* Source data
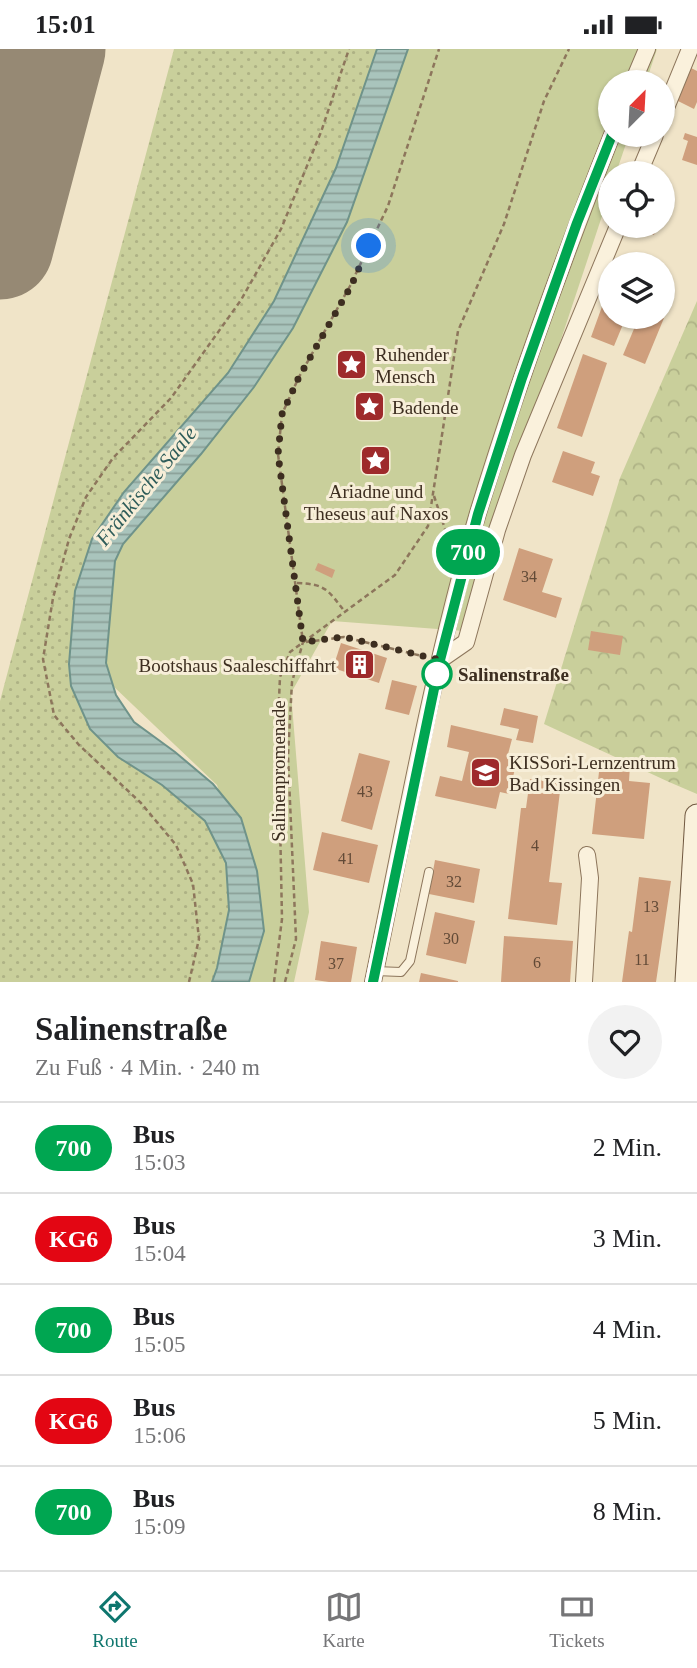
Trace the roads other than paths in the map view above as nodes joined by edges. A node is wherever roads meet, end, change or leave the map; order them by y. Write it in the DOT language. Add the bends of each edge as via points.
graph roads {
  1 [pos="647,49"];
  2 [pos="690,49"];
  3 [pos="638,70"];
  4 [pos="676,83"];
  5 [pos="607,147"];
  6 [pos="613,238"];
  7 [pos="440,660"];
  8 [pos="697,815"];
  9 [pos="587,855"];
  10 [pos="429,871"];
  11 [pos="374,977"];
  12 [pos="584,982"];
  13 [pos="687,982"];
  1 -- 3 [label="street"];
  2 -- 4 [label="street"];
  5 -- 7 [label="street" via="522,378 478,514"];
  6 -- 7 [label="street" via="523,454 467,642"];
  7 -- 11 [label="street"];
  8 -- 13 [label="main road"];
  9 -- 12 [label="street" via="590,878"];
  10 -- 11 [label="lane" via="410,961 401,972"];
}
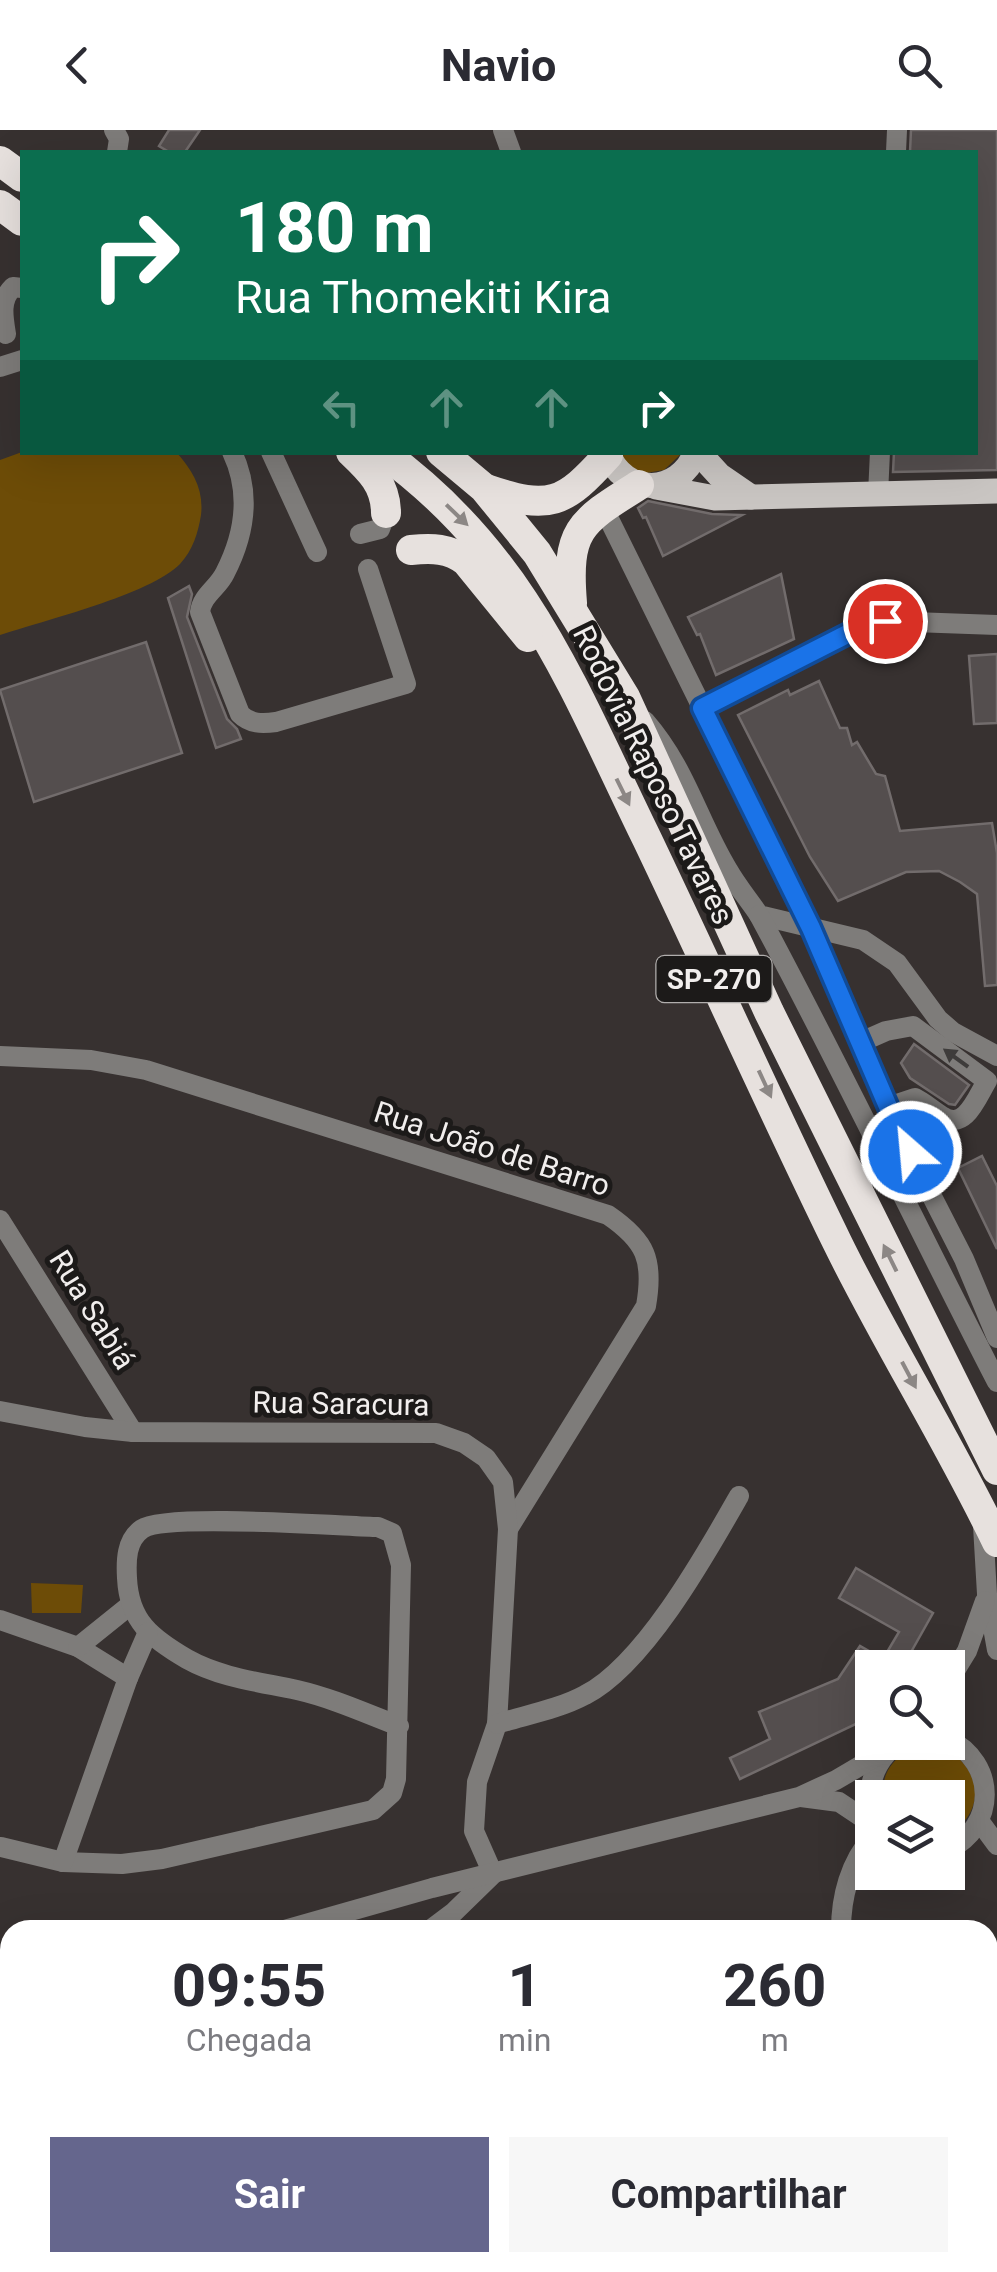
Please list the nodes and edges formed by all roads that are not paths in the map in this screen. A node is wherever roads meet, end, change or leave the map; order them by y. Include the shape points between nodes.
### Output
1 (20, 288) edge
2 (10, 334) edge
3 (233, 455) edge
4 (272, 455) edge
5 (354, 455) edge
6 (386, 455) edge
7 (445, 455) edge
8 (607, 455) edge
9 (609, 455) edge
10 (695, 455) edge
11 (700, 455) edge
12 (880, 455) edge
13 (647, 486) junction
14 (484, 488) junction
15 (997, 491) edge
16 (878, 494) junction
17 (751, 497) junction
18 (603, 508) junction
19 (386, 513) joint
20 (360, 534) dead end
21 (411, 550) dead end
22 (317, 552) dead end
23 (368, 569) dead end
24 (572, 606) junction
25 (997, 625) edge
26 (624, 697) junction
27 (582, 703) junction
28 (702, 708) junction
29 (759, 915) junction
30 (811, 928) junction
31 (861, 1042) junction
32 (0, 1056) edge
33 (997, 1056) edge
34 (888, 1107) junction
35 (0, 1220) edge
36 (997, 1338) edge
37 (997, 1382) edge
38 (0, 1411) edge
39 (134, 1432) junction
40 (997, 1470) edge
41 (739, 1496) dead end
42 (981, 1509) junction
43 (508, 1529) junction
44 (997, 1542) edge
45 (987, 1594) junction
46 (129, 1606) junction
47 (0, 1620) edge
48 (148, 1632) junction
49 (78, 1647) junction
50 (997, 1650) edge
51 (965, 1656) edge
52 (128, 1678) junction
53 (498, 1724) junction
54 (398, 1726) junction
55 (965, 1749) edge
56 (870, 1760) edge
57 (799, 1797) junction
58 (988, 1809) edge
59 (855, 1813) edge
60 (965, 1840) edge
61 (997, 1844) edge
62 (1, 1847) edge
63 (62, 1862) junction
64 (855, 1863) edge
65 (493, 1874) junction
66 (321, 1920) edge
67 (443, 1920) edge
68 (842, 1920) edge

1 - 2 street via 5,294 1,307
3 - 23 street via 247,502 224,576 200,612 245,719 276,722 406,684
4 - 22 street
5 - 19 highway via 372,471
6 -> 27 highway, Rodovia Raposo Tavares / SP-270 via 438,496 500,563
7 - 14 highway, Rodovia Raposo Tavares / SP-270
8 - 14 highway via 560,499 532,502
9 - 13 main road via 618,472
10 - 13 main road via 682,475
11 - 17 main road
12 - 16 street
13 - 17 main road
13 - 18 highway
14 - 24 highway, Rodovia Raposo Tavares / SP-270
15 - 16 main road
16 - 17 main road
18 - 24 highway via 573,541
18 - 28 street
19 - 20 street via 380,529
21 - 27 highway via 444,550 466,561
24 - 26 highway, Rodovia Raposo Tavares / SP-270
25 - 28 street via 863,626
26 - 29 street via 663,742 726,868
40 -> 26 highway, Rodovia Raposo Tavares / SP-270 via 769,1012
27 -> 42 highway, Rodovia Raposo Tavares / SP-270 via 838,1244
28 - 30 street
29 - 30 street
29 - 37 street
30 - 31 street
30 - 33 street via 879,950 897,963 938,1019
31 - 34 street
34 -> 31 street via 915,1098 958,1120 987,1081 913,1026
32 - 43 street, Rua João de Barro via 146,1070 608,1215 632,1232 651,1278 646,1306
34 - 36 street
35 - 39 street, Rua Sabiá
38 - 39 street, Rua Saracura
39 - 43 street, Rua Saracura via 436,1432 486,1458 504,1482
41 - 53 street via 705,1555 614,1677 583,1697
42 - 44 highway, Rodovia Raposo Tavares / SP-270
42 - 45 street
43 - 53 street, Rua Saracura
45 - 50 street
45 - 51 street
46 - 48 street
46 - 49 street
46 - 54 street via 128,1551 150,1525 392,1532 401,1565
47 - 49 street
48 - 52 street
48 - 54 street via 191,1661 232,1677 301,1691
49 - 52 street
52 - 63 street
53 - 65 street, Rua Saracura via 477,1782 474,1832
54 - 63 street via 396,1780 373,1810 162,1859
55 - 58 street via 982,1772
56 - 57 street
57 - 59 street via 839,1802
57 - 65 street
58 - 60 street
58 - 61 street
62 - 63 street
64 - 68 street
65 - 66 street
65 - 67 street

* Problem
Only lines containing the string "dead" belong in the answer; find them in the data above and copy them.

* Response to this task
20 (360, 534) dead end
21 (411, 550) dead end
22 (317, 552) dead end
23 (368, 569) dead end
41 (739, 1496) dead end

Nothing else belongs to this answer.